It isn’t exactly uncommon for planned features to be removed before software is released, but when something major, like fingerprint scanning support, gets the axe, one does start wondering why. Although we may never really know why, we now do know that such a feature was at least on the table and might have been intended for the Nexus 6 even. But alas, such things did not come to pass and we can only keep on staring at the source code in longing and bewilderment.
Evidence of the yanked fingerprint scanner on the Nexus 6 is provided by the Android Open Source Project or AOSP, the pristine open source version of Android before Google and OEMs put on their wares. Here, in commit d5340f3 for “Moto Shamu”, we see a message saying “remove fingerprint support” and nothing more. It should be remembered that “shamu” is the device name for the Nexus 6 and was once rumored to have a fingerprint sensor, which seems to have been en vogue already back then. Sadly, neither code nor traces of hardware could be found on the Nexus 6 itself.

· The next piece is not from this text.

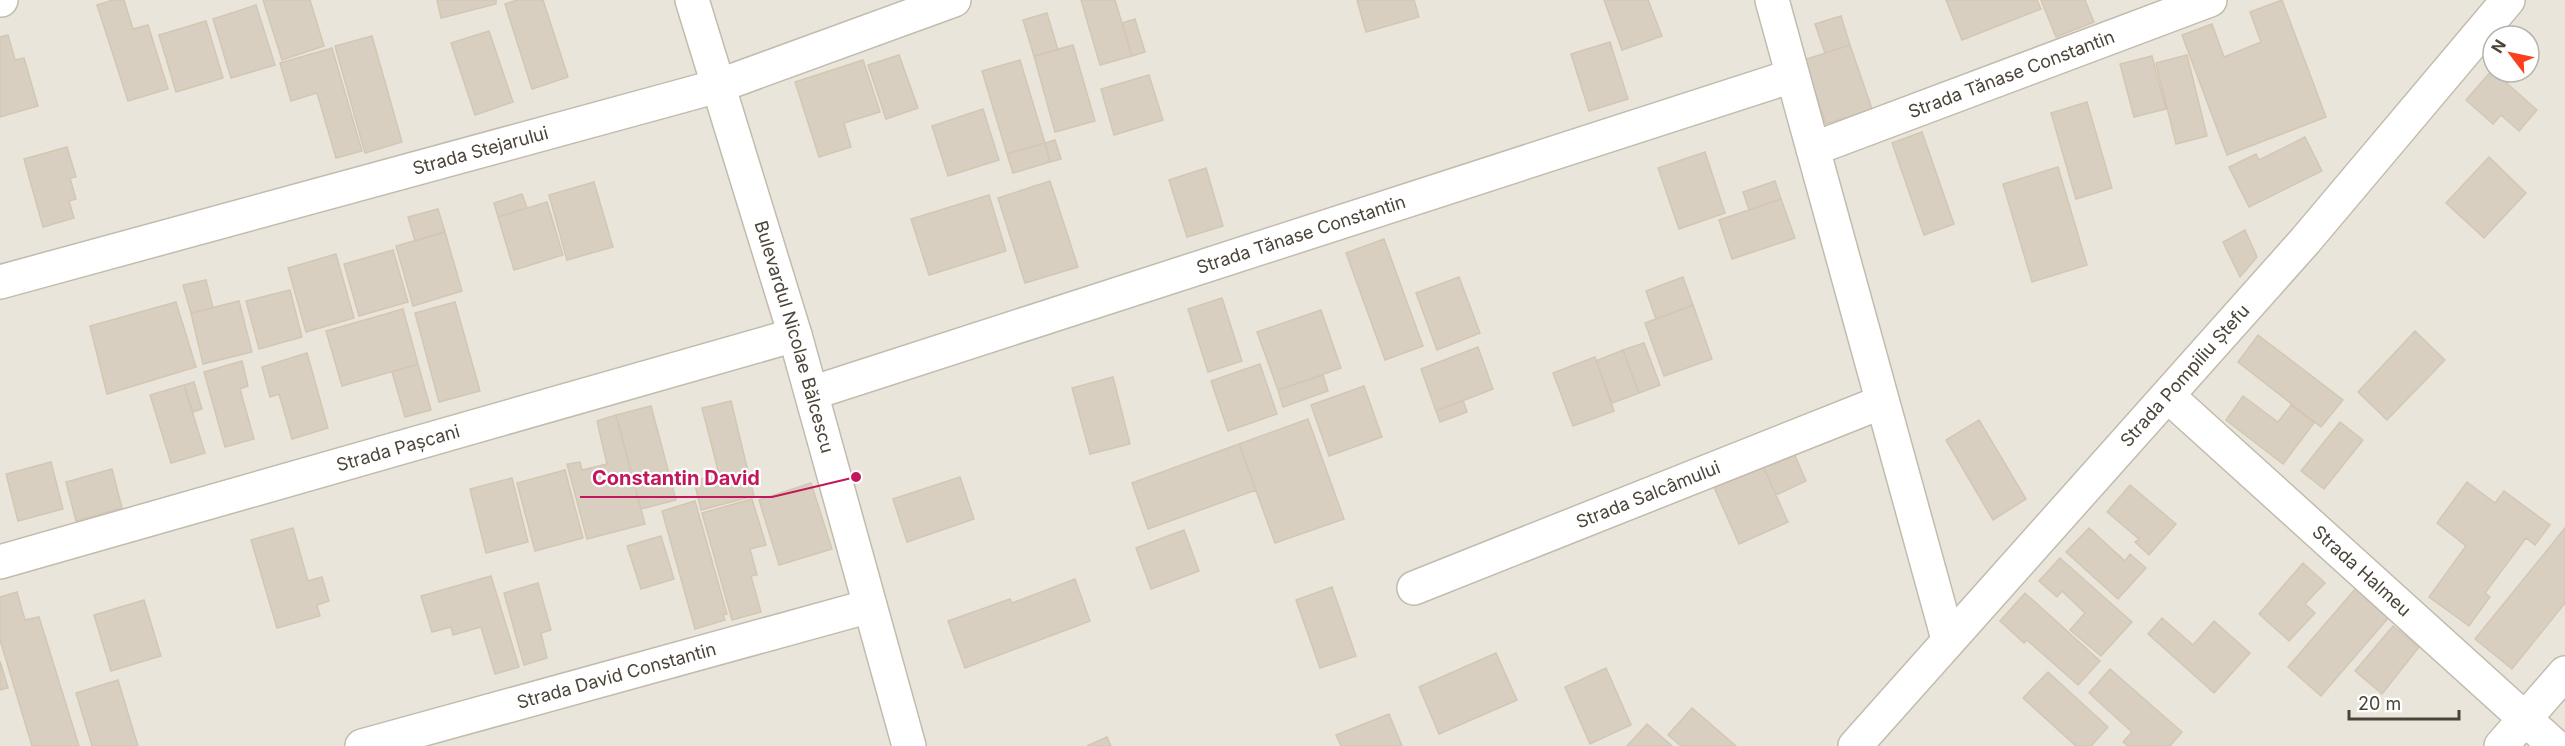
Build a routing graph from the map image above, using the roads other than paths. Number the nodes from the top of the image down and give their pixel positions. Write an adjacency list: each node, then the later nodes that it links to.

But the Nexus 6 wasn’t the only one that would have benefited from that feature. As the reference device for Android smartphones, it would have meant that Android as a whole would have gained the features as well, which means API that app developers could use. And that seems to have been the case until commit 777f5b2 was pushed to hide the fingerprint API until a new one was ready. Obviously, the new one never became ready, at least for Android 5.0 Lollipop.
Other clues pointed at how the fingerprint support would work. It would of course be open to third-party app developers, something Apple only lately allowed for iOS 8. And again in contrast to Apple’s implementation, the Android way would have been to swipe the finger over the sensor instead of putting it at rest, something akin to how Samsung and HTC do it.
The lack of an official Android API for fingerprint scanners of course never prevented OEMs from striking it off on their own. An official API would have done a great deal of good at unifying those fragmented implementations. As sensors like these become more common, we are likely to see this Android fingerprint API return to the fold, but most likely not until the next dessert next year.